Policymakers have undertaken administrative restructuring in three priority areas: tax policies and tax administration, evolving China-Pakistan Economic Corridor (CPEC) industrial and agriculture programme backed by a fiscal stimulus and subsidised low-cost housing.

Success in these critical areas can help achieve a turnaround in the economy.

In a bid to promote administrative efficiency, meritocracy and effective coordination between the centre and the federating units, two independent entities namely Naya Pakistan Housing Authority (NPHA) and CPEC Authority have been set up to formulate reforms-related policies with self-defined implementation functions. To boost revenues, the government is also trying to revamp the Federal Board of Revenue (FBR).

Dwelling on the proposed changes in the tax regime, independent analysts see a major challenge to the PTI reforms agenda from measures like the harmonisation of general sales tax (GST) on services and goods. GST on goods is now collected by the FBR on behalf of the provinces although it is a sub-national subject under the Constitution. The revenue so collected is distributed on the basis of the population of the provinces. GST on services collected by the provinces is intended to be centralised.

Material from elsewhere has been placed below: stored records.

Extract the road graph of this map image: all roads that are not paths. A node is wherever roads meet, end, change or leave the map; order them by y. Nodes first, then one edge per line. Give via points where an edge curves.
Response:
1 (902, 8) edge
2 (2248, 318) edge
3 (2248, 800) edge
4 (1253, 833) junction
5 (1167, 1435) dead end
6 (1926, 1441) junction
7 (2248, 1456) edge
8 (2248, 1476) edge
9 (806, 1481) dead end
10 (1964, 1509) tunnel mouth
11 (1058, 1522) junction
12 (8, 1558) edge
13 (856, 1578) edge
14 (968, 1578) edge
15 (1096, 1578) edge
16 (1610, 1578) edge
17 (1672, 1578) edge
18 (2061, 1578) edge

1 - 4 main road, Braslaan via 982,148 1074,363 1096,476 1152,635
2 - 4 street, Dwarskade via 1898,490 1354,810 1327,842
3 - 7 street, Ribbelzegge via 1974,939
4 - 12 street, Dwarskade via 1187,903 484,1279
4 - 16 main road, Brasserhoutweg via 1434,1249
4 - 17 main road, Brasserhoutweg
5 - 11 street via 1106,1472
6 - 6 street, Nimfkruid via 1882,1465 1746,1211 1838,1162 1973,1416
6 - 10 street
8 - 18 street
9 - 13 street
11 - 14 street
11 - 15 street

While the provinces may have differences of their own, they are united in opposing any proposal to centralise the tax collection system

However, Punjab Revenue Authority (PRA) Chairman Zainul Abedin Saki has ruled out the possibility of creating one organisation — Pakistan Revenue Authority — in the name of the harmonisation of taxes. “If the federation and the provinces have the same tax laws and rules then that is not harmonisation,” he argued while addressing a conference on “Ease of doing business in Pakistan: a case for tax harmonisation” organised by the Sustainable Development Policy Institute (SDPI) in Islamabad on Dec 6. Incidentally, Punjab is ruled by a PTI-led coalition government.

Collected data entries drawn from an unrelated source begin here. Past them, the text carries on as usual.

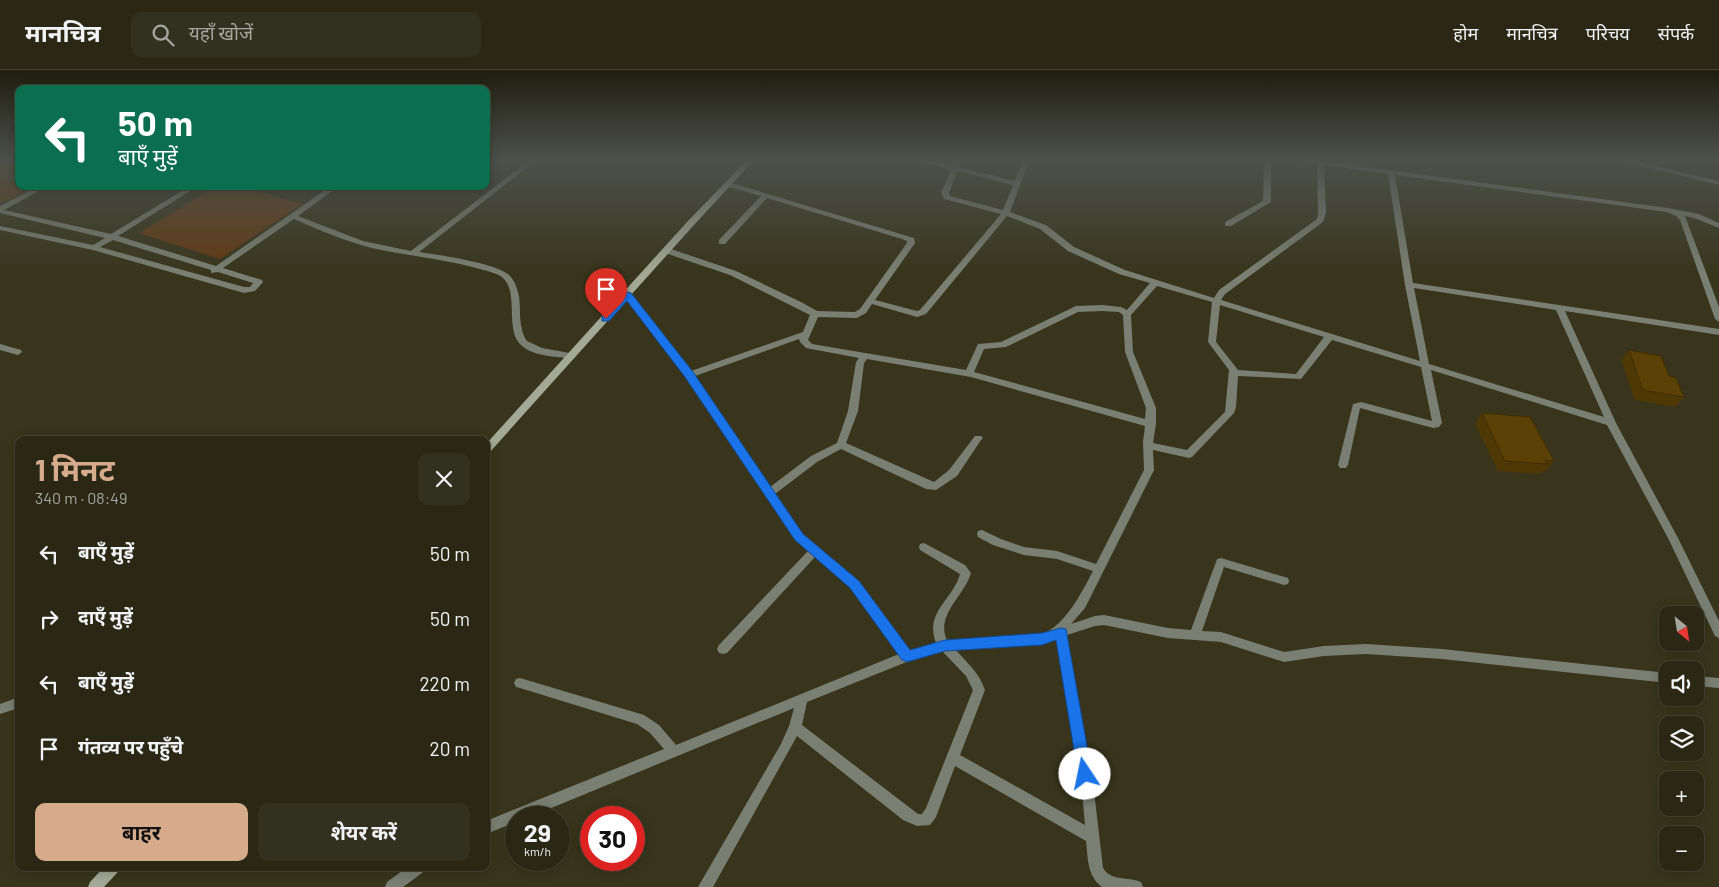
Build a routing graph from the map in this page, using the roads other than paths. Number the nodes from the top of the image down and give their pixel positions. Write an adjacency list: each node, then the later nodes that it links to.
1 (24, 197): 14 (street)
2 (177, 197): 21 (street)
3 (320, 197): 17 (street)
4 (486, 197): 25 (street)
5 (716, 197): 24 (street)
6 (765, 197): 22 (street)
7 (770, 197): 31 (street)
8 (947, 197): 16 (street)
9 (1013, 197): 16 (street)
10 (1267, 197): 18 (street)
11 (1321, 197): 32 (street)
12 (1395, 197): 29 (street)
13 (1579, 197): 15 (street)
14 (0, 210): 21 (street)
15 (1675, 212): 19 (street); 36 (street)
16 (1006, 213): 28 (street); 31 (street)
17 (293, 216): 25 (street); 26 (street)
18 (1228, 224)
19 (1719, 226)
20 (0, 228): 23 (street)
21 (112, 237): 23 (street); 26 (street)
22 (722, 242)
23 (94, 248): 27 (street)
24 (668, 251): 30 (street); 34 (street)
25 (413, 253): 42 (street)
26 (218, 269): 27 (street); 27 (street)
27 (202, 278)
28 (1156, 283): 32 (street); 35 (street)
29 (1409, 285): 33 (street); 44 (street)
30 (628, 295): 42 (street); 47 (street)
31 (870, 301): 34 (street)
32 (1216, 302): 39 (street); 45 (street)
33 (1559, 308): 37 (street); 48 (street)
34 (815, 314): 38 (street)
35 (1127, 314): 46 (street); 49 (street)
36 (1719, 319)
37 (1719, 332)
38 (804, 334): 43 (street); 47 (street)
39 (1329, 337): 44 (street); 45 (street)
40 (0, 347): 41 (street)
41 (18, 352)
42 (572, 356): 53 (street)
43 (865, 356): 46 (street); 51 (street)
44 (1426, 367): 48 (street); 54 (street)
45 (1235, 373): 52 (street)
46 (969, 374): 49 (street)
47 (689, 375): 55 (street)
48 (1610, 423): 61 (street)
49 (1151, 424): 52 (street)
50 (978, 438): 51 (street)
51 (841, 445): 55 (street)
52 (1148, 445): 59 (street)
53 (490, 447)
54 (1343, 465)
55 (770, 493): 58 (street)
56 (982, 534): 59 (street)
57 (924, 547): 64 (street)
58 (814, 551): 65 (street); 66 (street)
59 (1099, 569): 62 (street)
60 (1284, 581): 63 (street)
61 (1719, 633)
62 (1057, 635): 63 (street); 64 (street); 78 (street)
63 (1195, 635): 67 (street)
64 (945, 645): 66 (street); 76 (street)
65 (724, 649)
66 (907, 656): 71 (street)
67 (1659, 677)
68 (1704, 682): 70 (street)
69 (520, 683): 75 (street)
70 (1719, 683)
71 (802, 698): 74 (street); 75 (street)
72 (15, 703): 73 (street)
73 (0, 709)
74 (795, 727): 76 (street); 83 (street)
75 (673, 751): 77 (street)
76 (953, 758): 78 (street)
77 (490, 826)
78 (1093, 836): 84 (street)
79 (109, 871): 81 (street)
80 (413, 871): 82 (street)
81 (95, 887)
82 (392, 887)
83 (705, 887)
84 (1136, 887)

The provinces have identified problems of overlapping of taxes, jurisdiction and multiplicity of compliance following the devolution of GST on services. Some progress has been made towards resolving these issues. Currently, a company having a business in goods and services across the country is answerable to five different authorities, including the FBR. An entity paying tax in one province might be required to pay the same tax in another and may be subjected to double the amount it is liable to pay.

Dwelling on course correction, Mr Saki recalled that in the first bimonthly meeting held a few weeks ago, the PRA decided for a single return and negative list to resolve the problem of origin and destination on a sector-wise basis.

By February 2020, the Sindh Revenue Board (SRB) will complete its research on the economic side of the negative list issue. The sub-federations will move towards the negative list in the next budget. They plan to head towards a single return on a sector-by-sector basis by the first quarter of the next fiscal year, starting from the telecom sector. As these two projects move forward, the PRA chairman assured that a number of problems would be automatically resolved.

Mr Saki also emphasised the need for defining the harmonisation of taxation because it was a multi-faceted issue, which involved legal, administrative and functional challenges. All provincial revenue and tax authorities have different rules and procedures which, he added, can be harmonised and solutions be identified through effective collaboration among the provinces and the federation. Some experts speaking at the SDPI conference urged the government to decentralise, devolve and delegate tax administrative functions to the district level.

While the provinces may have differences of their own, they are united in opposing any proposal to centralise tax collection, which falls in their jurisdiction. Addressing the Senate Standing Committee on Petroleum, Balochistan Chief Minister Jam Kamal Khan Alyani said his government was enacting laws to take maximum benefit from constitutional powers granted through the 18th Amendment. He said his government was firm on its insistence that the rights of Balochistan be protected. So far this economically backward and ill-governed province has not been able to benefit as much from the 18th Amendment and the 7th National Finance Award (NFC) Award as Punjab and Sindh.

A better approach will be to devolve the collection and distribution of taxes on the basis of constitutional rights and responsibilities of the federating units and local governments. To help backward regions catch up with developed areas, their share in the NFC Award should be further enhanced and the ratio of the distribution of resources on the provincial population basis should be proportionately reduced.

On the expenditure side, the federal government has reportedly informed the IMF that it is engaged with sub-national governments to pass on responsibilities to them that include contributions to higher education, health, social protection, agricultural subsidies and regional public infrastructure investment. The provinces need to take over responsibilities entrusted to them under the 18th Amendment.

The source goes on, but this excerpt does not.